FOURTEEN : PHOTOGRAPH

1.2K 136 20
                                    

Denyut jantungku meningkat pesat, aku merasa seperti habis ikut lomba lari menaiki bukit. Napas ku terengah-engah, sistemku kacau balau, dan aku tidak bisa berpikir, seakan-akan otakku lumpuh. Kami masih menatap satu sama lain dalam keheningan yang menyelimuti seluruh ruangan, dengan tubuhku yang masih terjebak dalam kurungan tubuh Stefan. Aku memaki dalam hati, merasa tolol karena tidak berani untuk bergerak akibat ciuman sialan yang baru saja terjadi, sementara Stefan masih diam menatapi ku dengan ekspresi tak terbaca.




Aku menelan ludah dengan gugup, masih rikuh untuk bergerak tapi tidak tahan berada di posisi ini, jarak kami terlalu dekat dan aroma black musk dari tubuh Stefan membuatku kehilangan orientasi.
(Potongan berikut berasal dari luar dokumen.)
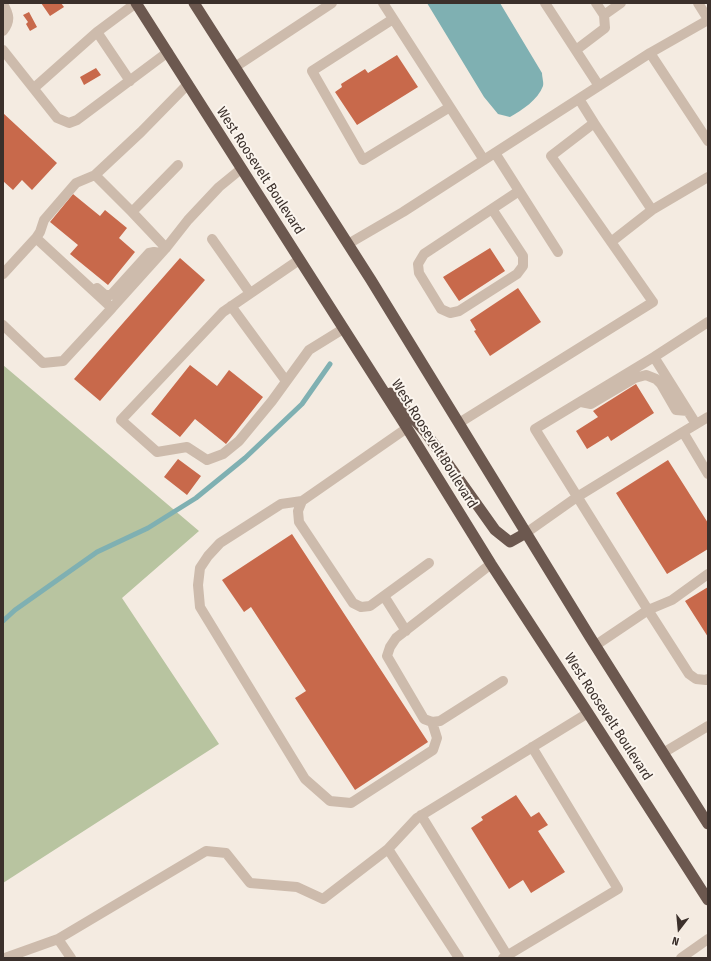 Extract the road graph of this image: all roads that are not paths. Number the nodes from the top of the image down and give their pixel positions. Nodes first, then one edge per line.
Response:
1 (136, 3) edge
2 (194, 3) edge
3 (332, 3) edge
4 (383, 3) edge
5 (545, 3) edge
6 (596, 3) edge
7 (621, 3) edge
8 (698, 3) edge
9 (3, 4) edge
10 (604, 15) junction
11 (393, 19) junction
12 (708, 19) edge
13 (3, 31) edge
14 (97, 32) junction
15 (3, 50) edge
16 (576, 50) junction
17 (168, 52) junction
18 (650, 54) junction
19 (234, 67) junction
20 (130, 81) junction
21 (188, 84) junction
22 (599, 86) junction
23 (34, 88) junction
24 (579, 99) junction
25 (450, 107) junction
26 (594, 123) junction
27 (708, 141) edge
28 (495, 153) junction
29 (484, 160) junction
30 (178, 165) dead end
31 (241, 169) junction
32 (95, 175) junction
33 (708, 177) edge
34 (519, 191) junction
35 (492, 209) junction
36 (652, 210) junction
37 (132, 212) junction
38 (38, 235) junction
39 (212, 239) dead end
40 (611, 242) junction
41 (348, 244) junction
42 (164, 251) junction
43 (558, 252) dead end
44 (299, 260) junction
45 (3, 274) edge
46 (250, 293) junction
47 (231, 306) junction
48 (112, 308) junction
49 (708, 322) edge
50 (3, 325) edge
51 (343, 329) junction
52 (654, 357) junction
53 (365, 362) junction
54 (286, 381) junction
55 (581, 402) junction
56 (688, 411) junction
57 (708, 416) edge
58 (459, 422) junction
59 (696, 424) junction
60 (407, 428) junction
61 (683, 432) junction
62 (708, 474) edge
63 (578, 497) junction
64 (302, 501) junction
65 (526, 533) junction
66 (429, 563) dead end
67 (491, 564) junction
68 (708, 574) edge
69 (384, 596) junction
70 (648, 610) junction
71 (406, 631) junction
72 (596, 646) junction
73 (707, 680) edge
74 (503, 681) dead end
75 (588, 713) junction
76 (432, 722) junction
77 (708, 726) edge
78 (532, 747) junction
79 (663, 753) junction
80 (421, 815) junction
81 (708, 824) edge
82 (388, 849) junction
83 (708, 900) edge
84 (58, 939) junction
85 (708, 939) edge
86 (505, 957) edge
87 (6, 958) edge
88 (71, 958) edge
89 (459, 958) edge
90 (681, 958) edge

1 - 14 lane
1 - 17 highway, West Roosevelt Boulevard
2 - 19 highway, West Roosevelt Boulevard
3 - 19 lane
4 - 11 lane
5 - 16 lane
6 - 10 lane
7 - 10 lane
8 - 12 lane
9 - 13 lane
10 - 16 lane
11 - 25 lane
11 - 25 lane
12 - 18 lane
14 - 20 lane
14 - 23 lane
15 - 23 lane
16 - 22 lane
17 - 20 lane
17 - 21 highway, West Roosevelt Boulevard
18 - 22 lane
18 - 27 lane
19 - 41 highway, West Roosevelt Boulevard
20 - 23 lane
21 - 31 highway, West Roosevelt Boulevard
21 - 32 lane
22 - 24 lane
24 - 26 lane
24 - 28 lane
25 - 29 lane
26 - 36 lane
26 - 40 lane
28 - 29 lane
28 - 34 lane
29 - 41 lane
30 - 37 lane
31 - 42 lane
31 - 44 highway, West Roosevelt Boulevard
32 - 37 lane
32 - 38 lane
33 - 36 lane
34 - 35 lane
34 - 43 lane
35 - 35 lane
36 - 40 lane
37 - 42 lane
38 - 42 lane
38 - 45 lane
38 - 48 lane
39 - 46 lane
40 - 58 lane
41 - 58 highway, West Roosevelt Boulevard
42 - 48 lane
44 - 46 lane
44 - 51 highway, West Roosevelt Boulevard
46 - 47 lane
47 - 54 lane
47 - 54 lane
48 - 50 lane
49 - 52 lane
51 - 53 highway, West Roosevelt Boulevard
51 - 54 lane
52 - 55 lane
52 - 56 lane
53 - 60 highway, West Roosevelt Boulevard
53 - 65 highway
55 - 56 lane
55 - 63 lane
56 - 59 lane
57 - 59 lane
58 - 65 highway, West Roosevelt Boulevard
59 - 61 lane
60 - 64 lane
60 - 67 highway, West Roosevelt Boulevard
61 - 62 lane
61 - 63 lane
63 - 65 lane
63 - 70 lane
64 - 69 lane
64 - 76 lane
65 - 72 highway, West Roosevelt Boulevard
66 - 69 lane
67 - 71 lane
67 - 75 highway, West Roosevelt Boulevard
68 - 70 lane
69 - 71 lane
70 - 72 lane
70 - 73 lane
71 - 76 lane
72 - 79 highway, West Roosevelt Boulevard
74 - 76 lane
75 - 78 lane
75 - 83 highway, West Roosevelt Boulevard
77 - 79 lane
78 - 80 lane
78 - 86 lane
79 - 81 highway, West Roosevelt Boulevard
80 - 82 lane
80 - 86 lane
82 - 84 lane
82 - 89 lane
84 - 87 lane
84 - 88 lane
85 - 90 lane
Gadis batinku mencemooh tingkahku yang menyedihkan, mengejek dengan berbagai makian kasar yang memenuhi kepalaku. Aku menarik napas pelan, berusaha memulihkan diri lalu memutuskan kontak mata dengan Stefan, aku memandang ke arah yang tidak tentu. Rasanya aku tidak tahan menatapnya lama-lama, karena itu membuat jantungku berdetak tak karuan. Aku membencinya.
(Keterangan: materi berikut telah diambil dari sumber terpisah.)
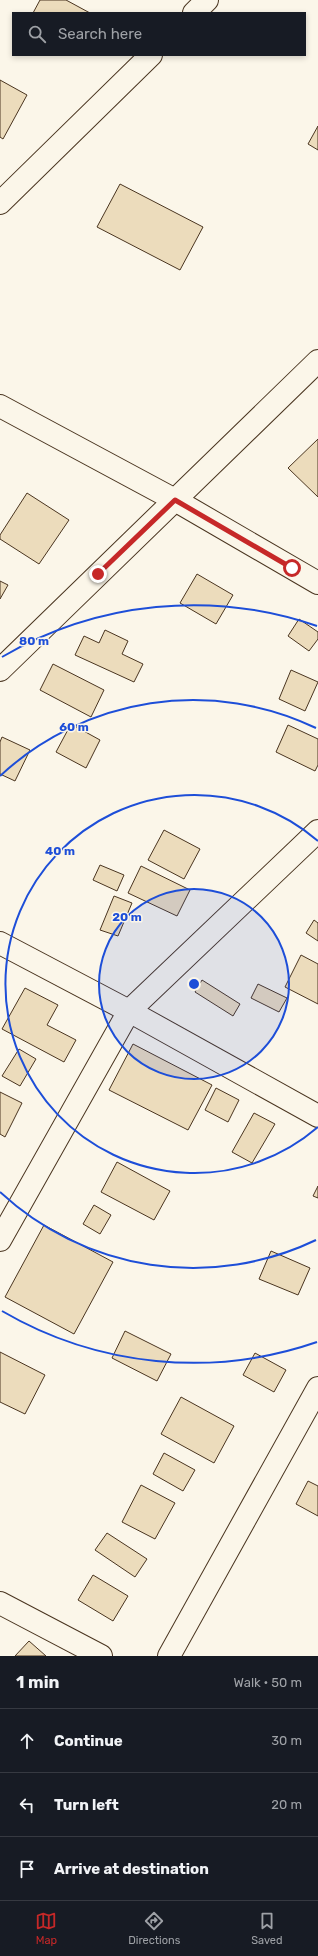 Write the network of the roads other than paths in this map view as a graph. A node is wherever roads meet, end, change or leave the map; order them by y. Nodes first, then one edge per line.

"Let me go." Butuh tenaga ekstra untuk aku bisa mengucapkan tiga kata itu dengan lancar, meski kenyataannya jauh di dalam lubuk hatiku aku ingin sekali merasakan bibir Stefan di atas bibiku lagi




Oh sialan. Aku benar-benar sudah tidak waras. Tidak ada jawaban. Aku yang penasaran memutuskan untuk kembali menatap Stefan, lalu mendapati laki-laki itu masih diam sambil menatapi ku dengan kedua lensa hezelnya yang menawan. Dia kemudian memiringkan kepalanya, bibirnya menarik sebuah seringai penuh arti yang membuat jantungku kembali berdenyut kencang. Fuck this shit. He's totally handsome as hell right now.




"I know you like it, baby girl." Stefan berujar dengan nada rendah sambil menyeringai, ada sorot geli yang bermain-main di lensa hezelnya yang menawan. Itu saja sebelum ekspresinya berubah dingin, sedikit muram. "But... we can't do this."
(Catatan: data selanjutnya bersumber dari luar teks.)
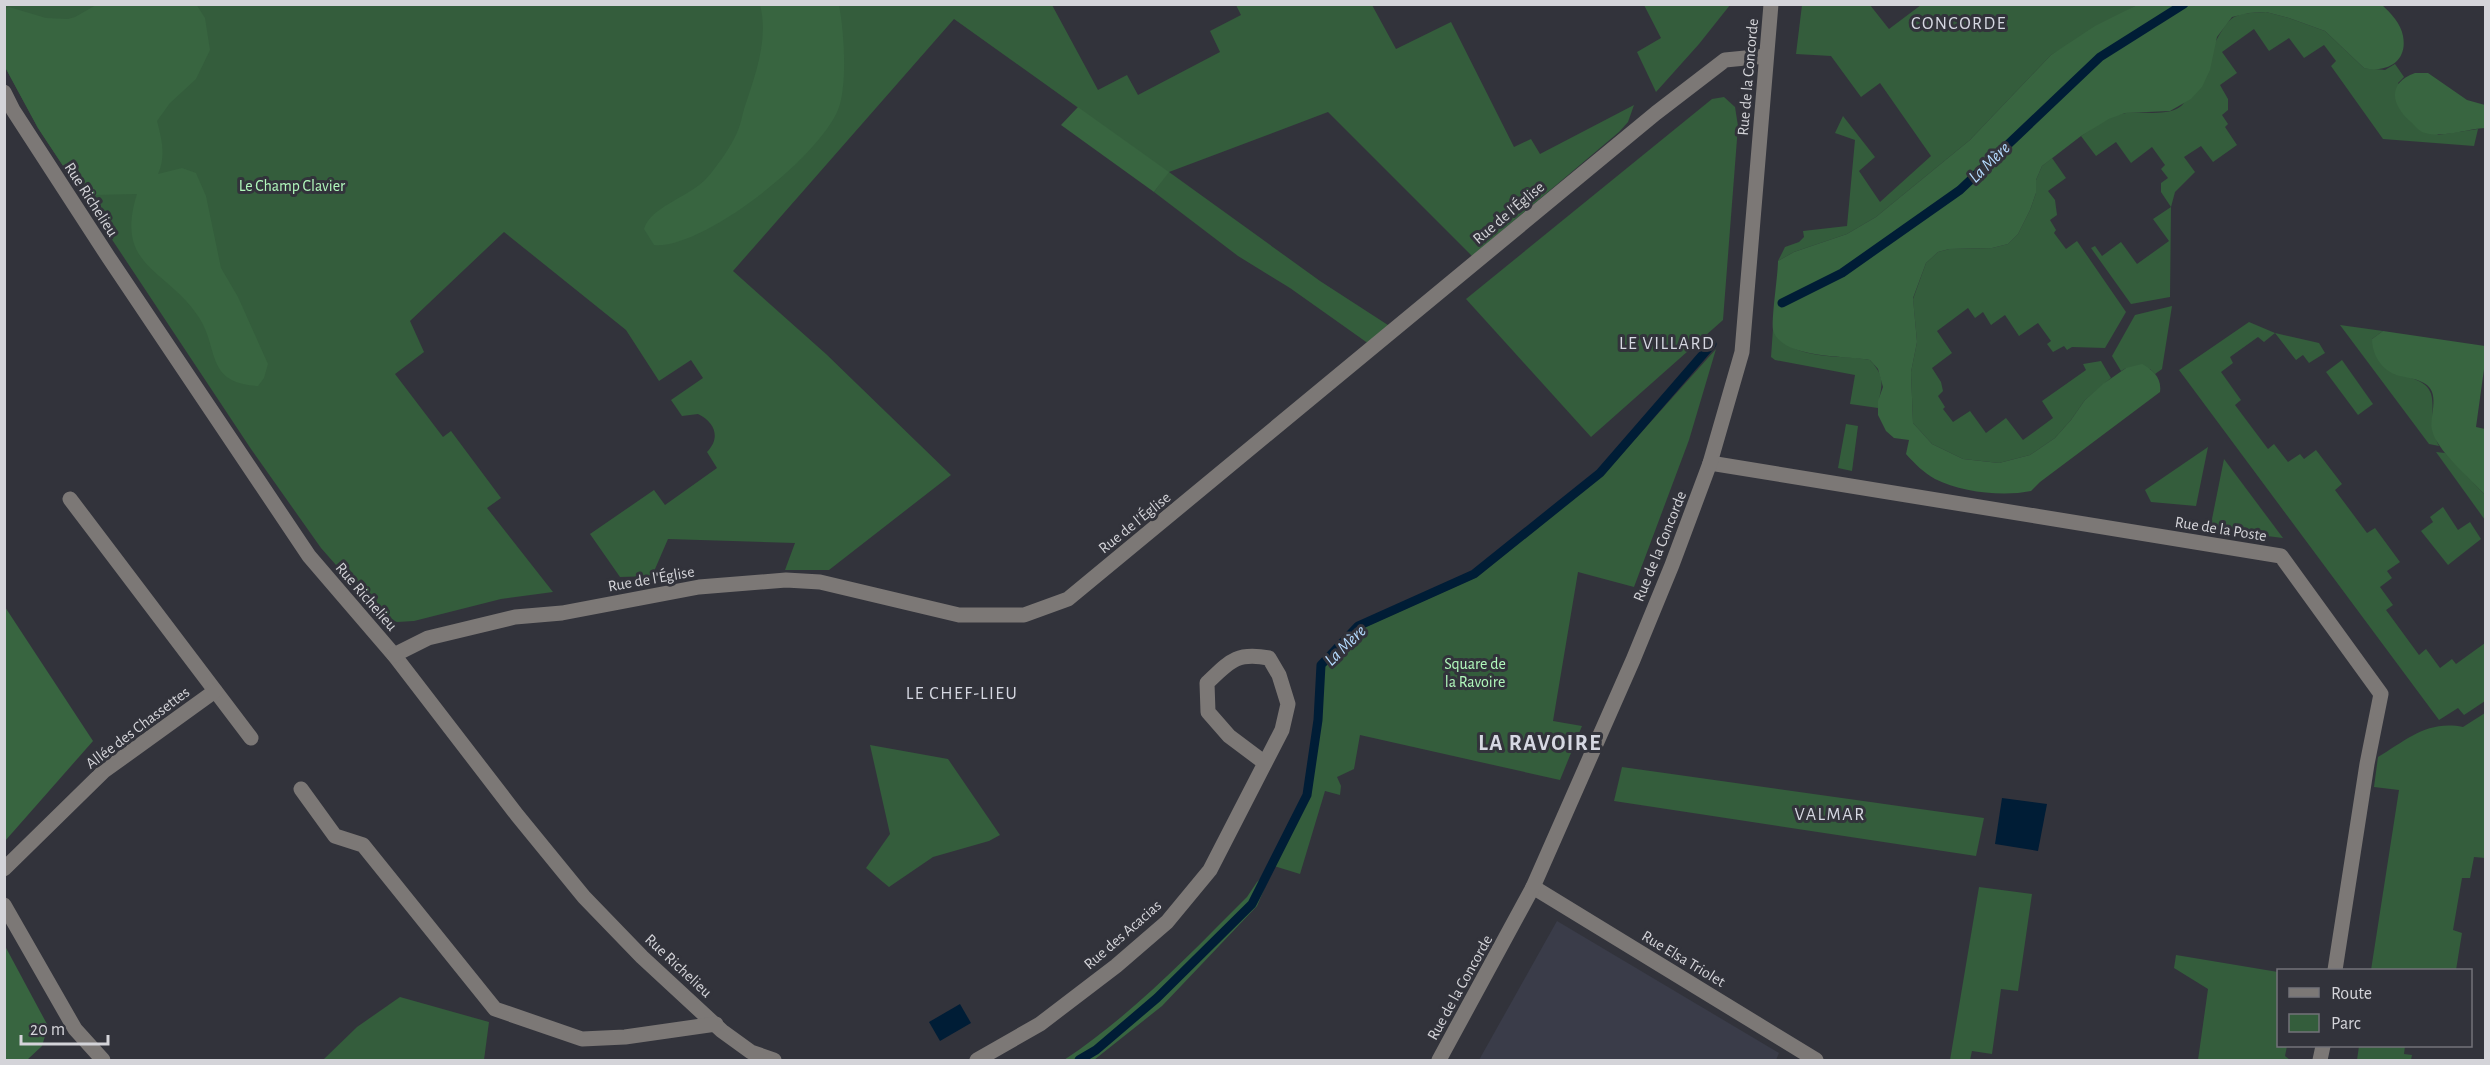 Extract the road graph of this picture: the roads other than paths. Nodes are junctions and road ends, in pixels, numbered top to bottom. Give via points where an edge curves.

Aku mengerjap, sedikit terkejut ketika akhirnya Stefan melepaskan ku lalu menyenderkan punggungnya di sofa sambil menarik napas panjang. Tubuhku seketika bangkit dari sofa, berdiri dengan canggung di sebelah Stefan yang kini tengah memijat pelipisnya. Aku memaki lagi dalam hati sadar dengan tingkah bodohku lantas segera meraih handuk yang telah aku basahi dengan air dingin, meskipun efek dari ciuman Stefan masih tersisa aku tidak akan kabur seperti seorang pengecut. Dia berdarah dan aku harus mengobatinya.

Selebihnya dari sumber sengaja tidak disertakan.